Current Research in Digital History

Mary Wise

Sites of Sovereignty
American Indian Earthwork and Burial Site Activism in the Midwest, 1917–1968

Volume: 1 (2018)


This article examines earthwork activism in the Midwest at the turn of the twentieth century. The activism of Emma Big Bear Holt (Ho-Chunk) and the Conley sisters (Wyandot) in the early twentieth century are connected by the history of Indian removal. Earthwork and burial site activists used traditional knowledge, alliance building, family kinship networks, and civic activism. The Midwest is a site of Indian removal and earthwork and burial site activism which revises narratives of Indian removal that textually erased the Ho-Chunk, Miami, and Wyandot. Earthwork and burial site activism bear the marks of indigenous self-determinative action in the past and present. The activists’ history resists narratives of American Indian defeat. Rather it supports the idea that American Indian activism can be found even in the most oppressive periods of federal policy. Furthermore, their story demonstrates that “Indian Removal,” best known as the coerced relocation of the southeastern tribes to Indian Territory, affected many tribes, with devastating effect. Earthwork and burial site activism was self-determinative. The story of Indigenous activism at earthworks in the Midwest is not a simple one. Rather, this is a tale of continuous reform and activism that extends well into the twenty-first century.
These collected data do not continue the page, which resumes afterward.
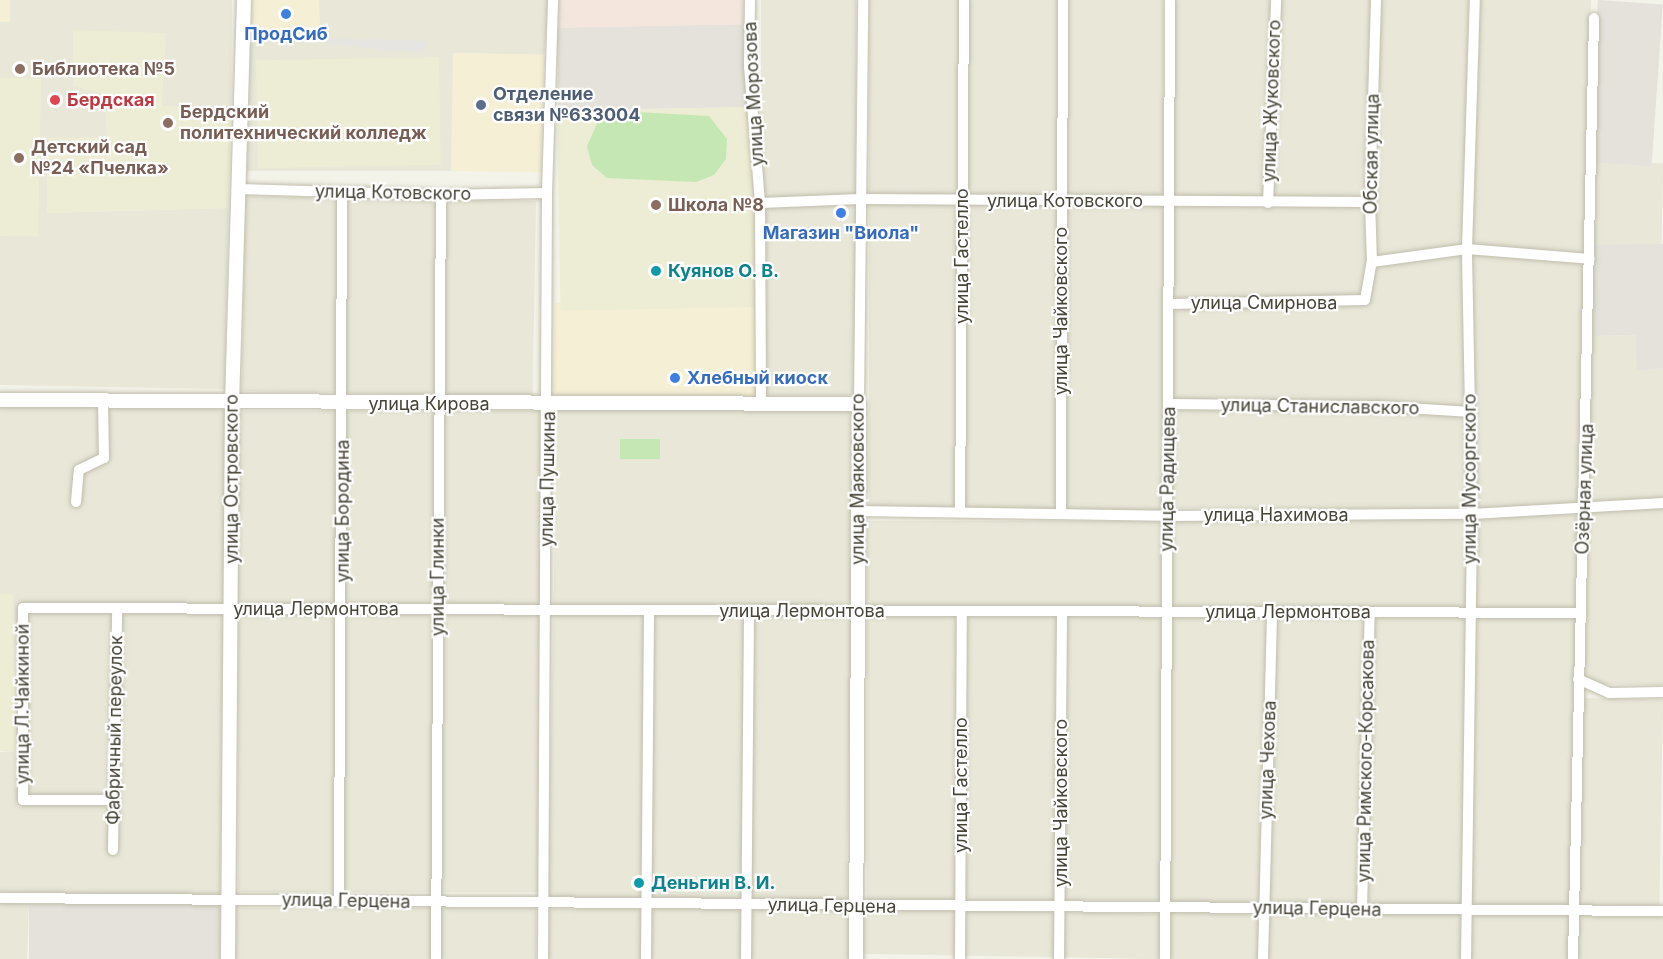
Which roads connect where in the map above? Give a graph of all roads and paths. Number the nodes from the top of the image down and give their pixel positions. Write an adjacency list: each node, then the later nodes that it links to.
1 (244, 0): 12 (street, улица Островского)
2 (553, 0): 14 (street, улица Пушкина)
3 (750, 0): 20 (street, улица Морозова)
4 (863, 0): 16 (street, улица Маяковского)
5 (964, 0): 17 (street, улица Гастелло)
6 (1063, 0): 21 (street, улица Чайковского)
7 (1170, 0): 18 (street, улица Радищева)
8 (1276, 0): 22 (street, улица Жуковского)
9 (1376, 0): 19 (street, Обская улица)
10 (1475, 0): 23 (street, улица Мусоргского)
11 (1594, 18): 24 (street, Озёрная улица)
12 (239, 189): 13 (street, улица Котовского); 32 (street, улица Островского)
13 (342, 192): 15 (street, улица Котовского); 33 (street, улица Бородина)
14 (548, 193): 15 (street, улица Котовского); 31 (street, улица Пушкина)
15 (441, 195): 30 (street, улица Глинки)
16 (860, 199): 17 (street, улица Котовского); 20 (street, улица Котовского); 34 (street, улица Маяковского)
17 (962, 200): 21 (street, улица Котовского); 42 (street, улица Гастелло)
18 (1168, 200): 21 (street, улица Котовского); 22 (street, улица Котовского); 27 (street, улица Радищева)
19 (1370, 202): 22 (street, улица Котовского); 25 (street, Обская улица)
20 (760, 203): 36 (street, улица Морозова)
21 (1061, 203): 43 (street, улица Чайковского)
22 (1269, 203)
23 (1467, 249): 24 (street); 25 (street); 37 (street, улица Мусоргского)
24 (1590, 260): 40 (street, Озёрная улица)
25 (1372, 262): 26 (street, Обская улица)
26 (1358, 302): 27 (street, улица Смирнова)
27 (1169, 304): 35 (street, улица Радищева)
28 (0, 400): 29 (street, улица Кирова)
29 (103, 402): 32 (street, улица Кирова); 38 (street)
30 (440, 403): 31 (street, улица Кирова); 33 (street, улица Кирова); 50 (street, улица Глинки)
31 (549, 403): 36 (street, улица Кирова); 51 (street, улица Пушкина)
32 (232, 404): 33 (street, улица Кирова); 48 (street, улица Островского)
33 (344, 404): 49 (street, улица Бородина)
34 (859, 404): 36 (street, улица Кирова); 41 (street, улица Маяковского)
35 (1170, 404): 37 (street, улица Станиславского); 45 (street, улица Радищева)
36 (761, 405)
37 (1471, 412): 44 (street, улица Мусоргского)
38 (76, 502)
39 (1663, 503): 40 (street, улица Нахимова)
40 (1585, 508): 44 (street, улица Нахимова); 61 (street, Озёрная улица)
41 (858, 511): 42 (street, улица Нахимова); 54 (street, улица Маяковского)
42 (960, 512): 43 (street, улица Нахимова)
43 (1061, 514): 45 (street, улица Нахимова)
44 (1473, 514): 45 (street, улица Нахимова); 60 (street, улица Мусоргского)
45 (1165, 516): 57 (street, улица Радищева)
46 (23, 608): 47 (street, улица Лермонтова); 64 (street, улица Л.Чайкиной)
47 (117, 609): 48 (street, улица Лермонтова); 64 (street, Фабричный переулок)
48 (231, 609): 49 (street, улица Лермонтова); 67 (street, улица Островского)
49 (342, 609): 50 (street, улица Лермонтова); 68 (street, улица Бородина)
50 (438, 609): 51 (street, улица Лермонтова); 69 (street, улица Глинки)
51 (546, 610): 52 (street, улица Лермонтова); 70 (street, улица Пушкина)
52 (649, 610): 53 (street, улица Лермонтова); 71 (street)
53 (750, 610): 54 (street, улица Лермонтова); 72 (street)
54 (857, 611): 55 (street, улица Лермонтова); 73 (street, улица Маяковского)
55 (962, 611): 56 (street, улица Лермонтова); 74 (street, улица Гастелло)
56 (1062, 612): 57 (street, улица Лермонтова); 75 (street, улица Чайковского)
57 (1166, 612): 58 (street, улица Лермонтова); 76 (street, улица Радищева)
58 (1272, 612): 59 (street, улица Лермонтова); 77 (street, улица Чехова)
59 (1370, 612): 60 (street, улица Лермонтова); 78 (street, улица Римского-Корсакова)
60 (1469, 613): 61 (street, улица Лермонтова); 81 (street, улица Мусоргского)
61 (1580, 613): 62 (street, Озёрная улица)
62 (1578, 679): 63 (street); 79 (street, Озёрная улица)
63 (1663, 692)
64 (115, 800): 65 (street, Фабричный переулок)
65 (113, 850)
66 (0, 898): 67 (street, улица Герцена)
67 (228, 900): 68 (street, улица Герцена); 82 (street, улица Островского)
68 (339, 901): 69 (street, улица Герцена)
69 (436, 902): 70 (street, улица Герцена); 83 (street, улица Глинки)
70 (543, 903): 71 (street, улица Герцена); 84 (street, улица Пушкина)
71 (646, 903): 72 (street, улица Герцена); 85 (street)
72 (746, 905): 73 (street, улица Герцена); 86 (street)
73 (856, 907): 74 (street, улица Герцена); 87 (street, улица Маяковского)
74 (960, 907): 75 (street, улица Герцена); 88 (street, улица Гастелло)
75 (1060, 908): 76 (street, улица Герцена); 89 (street, улица Чайковского)
76 (1166, 908): 77 (street, улица Герцена); 90 (street, улица Радищева)
77 (1264, 909): 78 (street, улица Герцена); 91 (street, улица Чехова)
78 (1362, 909): 81 (street, улица Герцена)
79 (1573, 911): 80 (street, улица Герцена); 81 (street, улица Герцена); 93 (street, Озёрная улица)
80 (1663, 911)
81 (1465, 912): 92 (street, улица Мусоргского)
82 (228, 959)
83 (436, 959)
84 (543, 959)
85 (646, 959)
86 (746, 959)
87 (856, 959)
88 (960, 959)
89 (1059, 959)
90 (1165, 959)
91 (1263, 959)
92 (1466, 959)
93 (1573, 959)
In 1917, some McGregor, Iowa residents were surprised when Emma Big Bear Holt and her husband Henry, a Ho-Chunk family, walked down Main Street heading north towards the bluffs overlooking the Mississippi.1 The United States government had forcibly removed the Ho-Chunk from their ancestral homelands in northern Wisconsin from 1830 to 1865. Treaties with the Ho-Chunk forced them from Wisconsin to Iowa, from Iowa to Minnesota, from Minnesota to South Dakota, from South Dakota to Nebraska, and then from Nebraska back to Wisconsin.2 By returning from Nebraska to occupy mound sites, Emma and William Henry Holt strategically rejected federal policies. When the Big Bear Holt family returned to northeast Iowa and camped near the earthworks, they began a five-decade long campaign to increase protections for vulnerable earthworks.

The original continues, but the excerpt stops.